▶ **Activity**
Pull every line of the entries that has the word "name".

(Data items)
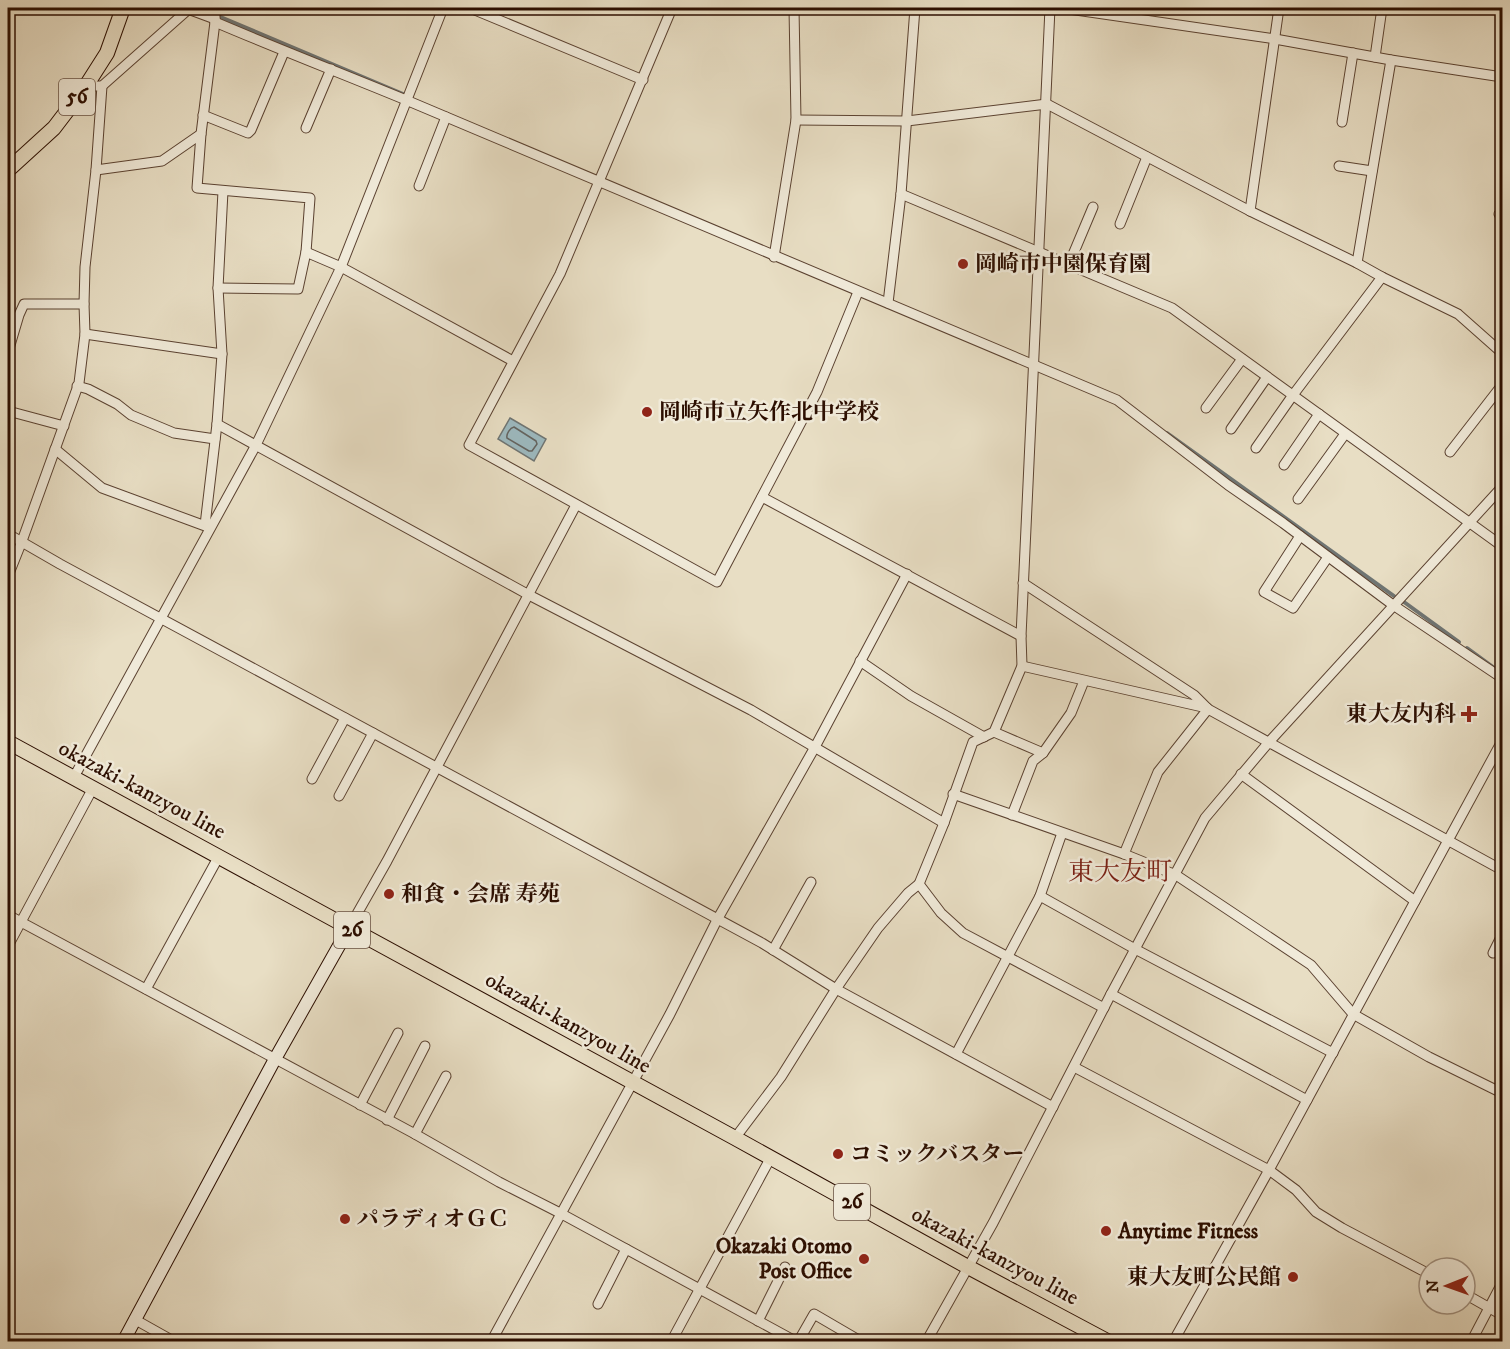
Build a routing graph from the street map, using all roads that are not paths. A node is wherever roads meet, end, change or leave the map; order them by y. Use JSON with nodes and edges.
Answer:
{"nodes":[{"id":1,"x":123,"y":8,"type":"edge"},
{"id":2,"x":189,"y":8,"type":"edge"},
{"id":3,"x":443,"y":8,"type":"edge"},
{"id":4,"x":470,"y":8,"type":"edge"},
{"id":5,"x":672,"y":8,"type":"edge"},
{"id":6,"x":794,"y":8,"type":"edge"},
{"id":7,"x":915,"y":8,"type":"edge"},
{"id":8,"x":1050,"y":8,"type":"edge"},
{"id":9,"x":1062,"y":8,"type":"edge"},
{"id":10,"x":1279,"y":8,"type":"edge"},
{"id":11,"x":1382,"y":8,"type":"edge"},
{"id":12,"x":1112,"y":11,"type":"edge"},
{"id":13,"x":215,"y":15,"type":"edge"},
{"id":14,"x":1275,"y":39,"type":"junction"},
{"id":15,"x":284,"y":52,"type":"junction"},
{"id":16,"x":1353,"y":53,"type":"junction"},
{"id":17,"x":1375,"y":57,"type":"junction"},
{"id":18,"x":1391,"y":60,"type":"junction"},
{"id":19,"x":331,"y":69,"type":"junction"},
{"id":20,"x":1503,"y":77,"type":"edge"},
{"id":21,"x":643,"y":80,"type":"junction"},
{"id":22,"x":86,"y":86,"type":"junction"},
{"id":23,"x":102,"y":86,"type":"junction"},
{"id":24,"x":406,"y":100,"type":"junction"},
{"id":25,"x":1047,"y":104,"type":"junction"},
{"id":26,"x":203,"y":115,"type":"junction"},
{"id":27,"x":446,"y":117,"type":"junction"},
{"id":28,"x":796,"y":120,"type":"junction"},
{"id":29,"x":907,"y":121,"type":"junction"},
{"id":30,"x":1342,"y":122,"type":"dead end"},
{"id":31,"x":306,"y":128,"type":"dead end"},
{"id":32,"x":201,"y":134,"type":"junction"},
{"id":33,"x":1147,"y":157,"type":"junction"},
{"id":34,"x":10,"y":166,"type":"edge"},
{"id":35,"x":1339,"y":166,"type":"dead end"},
{"id":36,"x":96,"y":170,"type":"junction"},
{"id":37,"x":1372,"y":171,"type":"junction"},
{"id":38,"x":599,"y":182,"type":"junction"},
{"id":39,"x":419,"y":186,"type":"dead end"},
{"id":40,"x":223,"y":191,"type":"junction"},
{"id":41,"x":901,"y":194,"type":"junction"},
{"id":42,"x":1093,"y":207,"type":"dead end"},
{"id":43,"x":1250,"y":211,"type":"junction"},
{"id":44,"x":1503,"y":212,"type":"edge"},
{"id":45,"x":1503,"y":219,"type":"edge"},
{"id":46,"x":1120,"y":224,"type":"dead end"},
{"id":47,"x":1039,"y":251,"type":"junction"},
{"id":48,"x":306,"y":252,"type":"junction"},
{"id":49,"x":774,"y":257,"type":"junction"},
{"id":50,"x":1357,"y":262,"type":"junction"},
{"id":51,"x":1069,"y":264,"type":"junction"},
{"id":52,"x":341,"y":267,"type":"junction"},
{"id":53,"x":1382,"y":277,"type":"junction"},
{"id":54,"x":218,"y":288,"type":"junction"},
{"id":55,"x":858,"y":292,"type":"junction"},
{"id":56,"x":888,"y":303,"type":"junction"},
{"id":57,"x":84,"y":304,"type":"junction"},
{"id":58,"x":85,"y":334,"type":"junction"},
{"id":59,"x":8,"y":352,"type":"edge"},
{"id":60,"x":1503,"y":353,"type":"edge"},
{"id":61,"x":222,"y":354,"type":"junction"},
{"id":62,"x":1242,"y":359,"type":"junction"},
{"id":63,"x":513,"y":361,"type":"junction"},
{"id":64,"x":1034,"y":366,"type":"junction"},
{"id":65,"x":1267,"y":377,"type":"junction"},
{"id":66,"x":1503,"y":385,"type":"edge"},
{"id":67,"x":77,"y":386,"type":"junction"},
{"id":68,"x":1293,"y":395,"type":"junction"},
{"id":69,"x":1206,"y":408,"type":"dead end"},
{"id":70,"x":8,"y":411,"type":"edge"},
{"id":71,"x":1319,"y":414,"type":"junction"},
{"id":72,"x":217,"y":424,"type":"junction"},
{"id":73,"x":64,"y":426,"type":"junction"},
{"id":74,"x":1231,"y":429,"type":"dead end"},
{"id":75,"x":1346,"y":434,"type":"junction"},
{"id":76,"x":215,"y":439,"type":"junction"},
{"id":77,"x":256,"y":445,"type":"junction"},
{"id":78,"x":1256,"y":448,"type":"dead end"},
{"id":79,"x":56,"y":449,"type":"junction"},
{"id":80,"x":1450,"y":452,"type":"dead end"},
{"id":81,"x":1284,"y":465,"type":"dead end"},
{"id":82,"x":1503,"y":487,"type":"edge"},
{"id":83,"x":762,"y":497,"type":"junction"},
{"id":84,"x":1298,"y":499,"type":"dead end"},
{"id":85,"x":576,"y":505,"type":"junction"},
{"id":86,"x":1470,"y":522,"type":"junction"},
{"id":87,"x":208,"y":527,"type":"junction"},
{"id":88,"x":8,"y":534,"type":"edge"},
{"id":89,"x":1300,"y":536,"type":"junction"},
{"id":90,"x":22,"y":542,"type":"junction"},
{"id":91,"x":1503,"y":546,"type":"edge"},
{"id":92,"x":1328,"y":557,"type":"junction"},
{"id":93,"x":908,"y":574,"type":"junction"},
{"id":94,"x":8,"y":576,"type":"edge"},
{"id":95,"x":1023,"y":583,"type":"junction"},
{"id":96,"x":529,"y":595,"type":"junction"},
{"id":97,"x":1393,"y":605,"type":"junction"},
{"id":98,"x":161,"y":618,"type":"junction"},
{"id":99,"x":1021,"y":636,"type":"junction"},
{"id":100,"x":860,"y":662,"type":"junction"},
{"id":101,"x":1022,"y":666,"type":"junction"},
{"id":102,"x":1503,"y":678,"type":"edge"},
{"id":103,"x":1084,"y":681,"type":"junction"},
{"id":104,"x":1208,"y":709,"type":"junction"},
{"id":105,"x":345,"y":718,"type":"junction"},
{"id":106,"x":994,"y":732,"type":"junction"},
{"id":107,"x":373,"y":733,"type":"junction"},
{"id":108,"x":984,"y":737,"type":"junction"},
{"id":109,"x":1503,"y":741,"type":"edge"},
{"id":110,"x":8,"y":742,"type":"edge"},
{"id":111,"x":1269,"y":742,"type":"junction"},
{"id":112,"x":815,"y":747,"type":"junction"},
{"id":113,"x":1043,"y":753,"type":"junction"},
{"id":114,"x":436,"y":768,"type":"junction"},
{"id":115,"x":1241,"y":774,"type":"junction"},
{"id":116,"x":74,"y":777,"type":"junction"},
{"id":117,"x":312,"y":779,"type":"dead end"},
{"id":118,"x":93,"y":788,"type":"junction"},
{"id":119,"x":953,"y":794,"type":"junction"},
{"id":120,"x":339,"y":796,"type":"dead end"},
{"id":121,"x":1012,"y":815,"type":"junction"},
{"id":122,"x":944,"y":823,"type":"junction"},
{"id":123,"x":1062,"y":832,"type":"junction"},
{"id":124,"x":1448,"y":839,"type":"junction"},
{"id":125,"x":1125,"y":854,"type":"junction"},
{"id":126,"x":219,"y":856,"type":"junction"},
{"id":127,"x":1503,"y":870,"type":"edge"},
{"id":128,"x":1176,"y":875,"type":"junction"},
{"id":129,"x":811,"y":882,"type":"dead end"},
{"id":130,"x":919,"y":884,"type":"junction"},
{"id":131,"x":1040,"y":896,"type":"junction"},
{"id":132,"x":1415,"y":901,"type":"junction"},
{"id":133,"x":8,"y":915,"type":"edge"},
{"id":134,"x":717,"y":920,"type":"junction"},
{"id":135,"x":21,"y":922,"type":"junction"},
{"id":136,"x":349,"y":928,"type":"junction"},
{"id":137,"x":1503,"y":935,"type":"edge"},
{"id":138,"x":8,"y":946,"type":"edge"},
{"id":139,"x":1135,"y":949,"type":"junction"},
{"id":140,"x":773,"y":950,"type":"junction"},
{"id":141,"x":1493,"y":953,"type":"dead end"},
{"id":142,"x":1007,"y":956,"type":"junction"},
{"id":143,"x":146,"y":989,"type":"junction"},
{"id":144,"x":836,"y":989,"type":"junction"},
{"id":145,"x":1111,"y":994,"type":"junction"},
{"id":146,"x":1104,"y":1008,"type":"junction"},
{"id":147,"x":1353,"y":1014,"type":"junction"},
{"id":148,"x":398,"y":1033,"type":"dead end"},
{"id":149,"x":425,"y":1046,"type":"dead end"},
{"id":150,"x":1333,"y":1053,"type":"junction"},
{"id":151,"x":956,"y":1054,"type":"junction"},
{"id":152,"x":275,"y":1059,"type":"junction"},
{"id":153,"x":1074,"y":1067,"type":"junction"},
{"id":154,"x":446,"y":1076,"type":"dead end"},
{"id":155,"x":632,"y":1082,"type":"junction"},
{"id":156,"x":1503,"y":1093,"type":"edge"},
{"id":157,"x":1307,"y":1101,"type":"junction"},
{"id":158,"x":360,"y":1105,"type":"junction"},
{"id":159,"x":1053,"y":1107,"type":"junction"},
{"id":160,"x":387,"y":1120,"type":"junction"},
{"id":161,"x":415,"y":1134,"type":"junction"},
{"id":162,"x":735,"y":1137,"type":"junction"},
{"id":163,"x":771,"y":1157,"type":"junction"},
{"id":164,"x":1269,"y":1170,"type":"junction"},
{"id":165,"x":560,"y":1213,"type":"junction"},
{"id":166,"x":626,"y":1249,"type":"junction"},
{"id":167,"x":785,"y":1266,"type":"dead end"},
{"id":168,"x":968,"y":1267,"type":"junction"},
{"id":169,"x":1417,"y":1268,"type":"edge"},
{"id":170,"x":1503,"y":1283,"type":"edge"},
{"id":171,"x":698,"y":1289,"type":"junction"},
{"id":172,"x":1477,"y":1301,"type":"edge"},
{"id":173,"x":598,"y":1304,"type":"dead end"},
{"id":174,"x":1489,"y":1308,"type":"junction"},
{"id":175,"x":1503,"y":1315,"type":"edge"},
{"id":176,"x":135,"y":1319,"type":"junction"},
{"id":177,"x":758,"y":1321,"type":"junction"},
{"id":178,"x":123,"y":1341,"type":"edge"},
{"id":179,"x":175,"y":1341,"type":"edge"},
{"id":180,"x":491,"y":1341,"type":"edge"},
{"id":181,"x":671,"y":1341,"type":"edge"},
{"id":182,"x":797,"y":1341,"type":"edge"},
{"id":183,"x":862,"y":1341,"type":"edge"},
{"id":184,"x":926,"y":1341,"type":"edge"},
{"id":185,"x":1109,"y":1341,"type":"edge"},
{"id":186,"x":1173,"y":1341,"type":"edge"},
{"id":187,"x":1471,"y":1341,"type":"edge"}],
"edges":[{"from":1,"to":22,"type":"main road","number":"56"},
{"from":2,"to":13,"type":"street"},
{"from":2,"to":23,"type":"street"},
{"from":3,"to":24,"type":"street"},
{"from":4,"to":21,"type":"street"},
{"from":5,"to":21,"type":"street"},
{"from":6,"to":28,"type":"street"},
{"from":7,"to":29,"type":"street"},
{"from":8,"to":25,"type":"street"},
{"from":9,"to":12,"type":"street"},
{"from":10,"to":14,"type":"street"},
{"from":11,"to":17,"type":"street"},
{"from":12,"to":14,"type":"street"},
{"from":13,"to":15,"type":"street"},
{"from":13,"to":26,"type":"street"},
{"from":14,"to":16,"type":"street"},
{"from":14,"to":43,"type":"street"},
{"from":15,"to":19,"type":"street"},
{"from":15,"to":26,"type":"street"},
{"from":16,"to":17,"type":"street"},
{"from":16,"to":30,"type":"street"},
{"from":17,"to":18,"type":"street"},
{"from":18,"to":20,"type":"street"},
{"from":18,"to":37,"type":"street"},
{"from":19,"to":24,"type":"street"},
{"from":19,"to":31,"type":"street"},
{"from":21,"to":38,"type":"street"},
{"from":22,"to":23,"type":"street"},
{"from":22,"to":34,"type":"main road","number":"56"},
{"from":23,"to":36,"type":"street"},
{"from":24,"to":27,"type":"street"},
{"from":24,"to":52,"type":"street"},
{"from":25,"to":29,"type":"street"},
{"from":25,"to":33,"type":"street"},
{"from":25,"to":47,"type":"street"},
{"from":26,"to":32,"type":"street"},
{"from":27,"to":38,"type":"street"},
{"from":27,"to":39,"type":"street"},
{"from":28,"to":29,"type":"street"},
{"from":28,"to":49,"type":"street"},
{"from":29,"to":41,"type":"street"},
{"from":32,"to":36,"type":"street"},
{"from":32,"to":40,"type":"street"},
{"from":33,"to":43,"type":"street"},
{"from":33,"to":46,"type":"street"},
{"from":35,"to":37,"type":"street"},
{"from":36,"to":57,"type":"street"},
{"from":37,"to":50,"type":"street"},
{"from":38,"to":49,"type":"street"},
{"from":38,"to":63,"type":"street"},
{"from":40,"to":48,"type":"street"},
{"from":40,"to":54,"type":"street"},
{"from":41,"to":47,"type":"street"},
{"from":41,"to":56,"type":"street"},
{"from":42,"to":51,"type":"street"},
{"from":43,"to":50,"type":"street"},
{"from":44,"to":45,"type":"street"},
{"from":47,"to":51,"type":"street"},
{"from":47,"to":64,"type":"street"},
{"from":48,"to":52,"type":"street"},
{"from":48,"to":54,"type":"street"},
{"from":49,"to":55,"type":"street"},
{"from":50,"to":53,"type":"street"},
{"from":51,"to":62,"type":"street"},
{"from":52,"to":63,"type":"street"},
{"from":52,"to":77,"type":"street"},
{"from":53,"to":60,"type":"street"},
{"from":53,"to":68,"type":"street"},
{"from":54,"to":61,"type":"street"},
{"from":55,"to":56,"type":"street"},
{"from":55,"to":83,"type":"street"},
{"from":56,"to":64,"type":"street"},
{"from":57,"to":58,"type":"street"},
{"from":57,"to":59,"type":"street"},
{"from":58,"to":61,"type":"street"},
{"from":58,"to":67,"type":"street"},
{"from":61,"to":72,"type":"street"},
{"from":62,"to":65,"type":"street"},
{"from":62,"to":69,"type":"street"},
{"from":63,"to":85,"type":"street"},
{"from":64,"to":89,"type":"street"},
{"from":64,"to":95,"type":"street"},
{"from":65,"to":68,"type":"street"},
{"from":65,"to":74,"type":"street"},
{"from":66,"to":80,"type":"street"},
{"from":67,"to":73,"type":"street"},
{"from":67,"to":76,"type":"street"},
{"from":68,"to":71,"type":"street"},
{"from":68,"to":78,"type":"street"},
{"from":70,"to":73,"type":"street"},
{"from":71,"to":75,"type":"street"},
{"from":71,"to":81,"type":"street"},
{"from":72,"to":76,"type":"street"},
{"from":72,"to":77,"type":"street"},
{"from":73,"to":79,"type":"street"},
{"from":75,"to":84,"type":"street"},
{"from":75,"to":86,"type":"street"},
{"from":76,"to":87,"type":"street"},
{"from":77,"to":87,"type":"street"},
{"from":77,"to":96,"type":"street"},
{"from":79,"to":87,"type":"street"},
{"from":79,"to":90,"type":"street"},
{"from":82,"to":86,"type":"street"},
{"from":83,"to":85,"type":"street"},
{"from":83,"to":93,"type":"street"},
{"from":85,"to":96,"type":"street"},
{"from":86,"to":91,"type":"street"},
{"from":86,"to":97,"type":"street"},
{"from":87,"to":98,"type":"street"},
{"from":88,"to":90,"type":"street"},
{"from":89,"to":92,"type":"street"},
{"from":89,"to":92,"type":"street"},
{"from":90,"to":94,"type":"street"},
{"from":90,"to":98,"type":"street"},
{"from":92,"to":97,"type":"street"},
{"from":93,"to":99,"type":"street"},
{"from":93,"to":100,"type":"street"},
{"from":95,"to":99,"type":"street"},
{"from":95,"to":104,"type":"street"},
{"from":96,"to":112,"type":"street"},
{"from":96,"to":114,"type":"street"},
{"from":97,"to":102,"type":"street"},
{"from":97,"to":111,"type":"street"},
{"from":98,"to":105,"type":"street"},
{"from":98,"to":116,"type":"street"},
{"from":99,"to":101,"type":"street"},
{"from":100,"to":108,"type":"street"},
{"from":100,"to":112,"type":"street"},
{"from":101,"to":103,"type":"street"},
{"from":101,"to":106,"type":"street"},
{"from":103,"to":104,"type":"street"},
{"from":103,"to":113,"type":"street"},
{"from":104,"to":111,"type":"street"},
{"from":104,"to":125,"type":"street"},
{"from":105,"to":107,"type":"street"},
{"from":105,"to":117,"type":"street"},
{"from":106,"to":108,"type":"street"},
{"from":106,"to":113,"type":"street"},
{"from":107,"to":114,"type":"street"},
{"from":107,"to":120,"type":"street"},
{"from":108,"to":119,"type":"street"},
{"from":109,"to":124,"type":"street"},
{"from":110,"to":116,"type":"main road","name":"okazaki-kanzyou line","number":"26"},
{"from":111,"to":115,"type":"street"},
{"from":111,"to":124,"type":"street"},
{"from":112,"to":122,"type":"street"},
{"from":112,"to":134,"type":"street"},
{"from":113,"to":121,"type":"street"},
{"from":114,"to":134,"type":"street"},
{"from":114,"to":136,"type":"street"},
{"from":115,"to":128,"type":"street"},
{"from":115,"to":132,"type":"street"},
{"from":116,"to":118,"type":"main road","name":"okazaki-kanzyou line","number":"26"},
{"from":118,"to":126,"type":"main road","name":"okazaki-kanzyou line","number":"26"},
{"from":118,"to":135,"type":"street"},
{"from":119,"to":121,"type":"street"},
{"from":119,"to":122,"type":"street"},
{"from":121,"to":123,"type":"street"},
{"from":122,"to":130,"type":"street"},
{"from":123,"to":125,"type":"street"},
{"from":123,"to":131,"type":"street"},
{"from":124,"to":127,"type":"street"},
{"from":124,"to":132,"type":"street"},
{"from":125,"to":128,"type":"street"},
{"from":126,"to":136,"type":"main road","name":"okazaki-kanzyou line","number":"26"},
{"from":126,"to":143,"type":"street"},
{"from":128,"to":139,"type":"street"},
{"from":128,"to":147,"type":"street"},
{"from":129,"to":140,"type":"street"},
{"from":130,"to":142,"type":"street"},
{"from":130,"to":144,"type":"street"},
{"from":131,"to":139,"type":"street"},
{"from":131,"to":142,"type":"street"},
{"from":132,"to":147,"type":"street"},
{"from":133,"to":135,"type":"street"},
{"from":134,"to":140,"type":"street"},
{"from":134,"to":155,"type":"street"},
{"from":135,"to":138,"type":"street"},
{"from":135,"to":143,"type":"street"},
{"from":136,"to":152,"type":"street"},
{"from":136,"to":155,"type":"main road","name":"okazaki-kanzyou line","number":"26"},
{"from":137,"to":141,"type":"street"},
{"from":139,"to":145,"type":"street"},
{"from":139,"to":150,"type":"street"},
{"from":140,"to":144,"type":"street"},
{"from":142,"to":146,"type":"street"},
{"from":142,"to":151,"type":"street"},
{"from":143,"to":152,"type":"street"},
{"from":144,"to":151,"type":"street"},
{"from":144,"to":162,"type":"street"},
{"from":145,"to":146,"type":"street"},
{"from":145,"to":157,"type":"street"},
{"from":146,"to":153,"type":"street"},
{"from":147,"to":150,"type":"street"},
{"from":147,"to":156,"type":"street"},
{"from":148,"to":158,"type":"street"},
{"from":149,"to":160,"type":"street"},
{"from":150,"to":157,"type":"street"},
{"from":151,"to":159,"type":"street"},
{"from":152,"to":158,"type":"street"},
{"from":152,"to":176,"type":"street"},
{"from":153,"to":159,"type":"street"},
{"from":153,"to":164,"type":"street"},
{"from":154,"to":161,"type":"street"},
{"from":155,"to":162,"type":"main road","name":"okazaki-kanzyou line","number":"26"},
{"from":155,"to":165,"type":"street"},
{"from":157,"to":164,"type":"street"},
{"from":158,"to":160,"type":"street"},
{"from":159,"to":168,"type":"street"},
{"from":160,"to":161,"type":"street"},
{"from":161,"to":165,"type":"street"},
{"from":162,"to":163,"type":"main road","name":"okazaki-kanzyou line","number":"26"},
{"from":163,"to":168,"type":"main road","name":"okazaki-kanzyou line","number":"26"},
{"from":163,"to":171,"type":"street"},
{"from":164,"to":169,"type":"street"},
{"from":164,"to":186,"type":"street"},
{"from":165,"to":166,"type":"street"},
{"from":165,"to":180,"type":"street"},
{"from":166,"to":171,"type":"street"},
{"from":166,"to":173,"type":"street"},
{"from":167,"to":177,"type":"street"},
{"from":168,"to":184,"type":"street"},
{"from":168,"to":185,"type":"main road","name":"okazaki-kanzyou line","number":"26"},
{"from":170,"to":174,"type":"street"},
{"from":171,"to":177,"type":"street"},
{"from":171,"to":181,"type":"street"},
{"from":172,"to":174,"type":"street"},
{"from":174,"to":175,"type":"street"},
{"from":174,"to":187,"type":"street"},
{"from":176,"to":178,"type":"street"},
{"from":176,"to":179,"type":"street"},
{"from":177,"to":182,"type":"street"},
{"from":182,"to":183,"type":"street"}]}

▶ **The completed task**
{"from":110,"to":116,"type":"main road","name":"okazaki-kanzyou line","number":"26"},
{"from":116,"to":118,"type":"main road","name":"okazaki-kanzyou line","number":"26"},
{"from":118,"to":126,"type":"main road","name":"okazaki-kanzyou line","number":"26"},
{"from":126,"to":136,"type":"main road","name":"okazaki-kanzyou line","number":"26"},
{"from":136,"to":155,"type":"main road","name":"okazaki-kanzyou line","number":"26"},
{"from":155,"to":162,"type":"main road","name":"okazaki-kanzyou line","number":"26"},
{"from":162,"to":163,"type":"main road","name":"okazaki-kanzyou line","number":"26"},
{"from":163,"to":168,"type":"main road","name":"okazaki-kanzyou line","number":"26"},
{"from":168,"to":185,"type":"main road","name":"okazaki-kanzyou line","number":"26"},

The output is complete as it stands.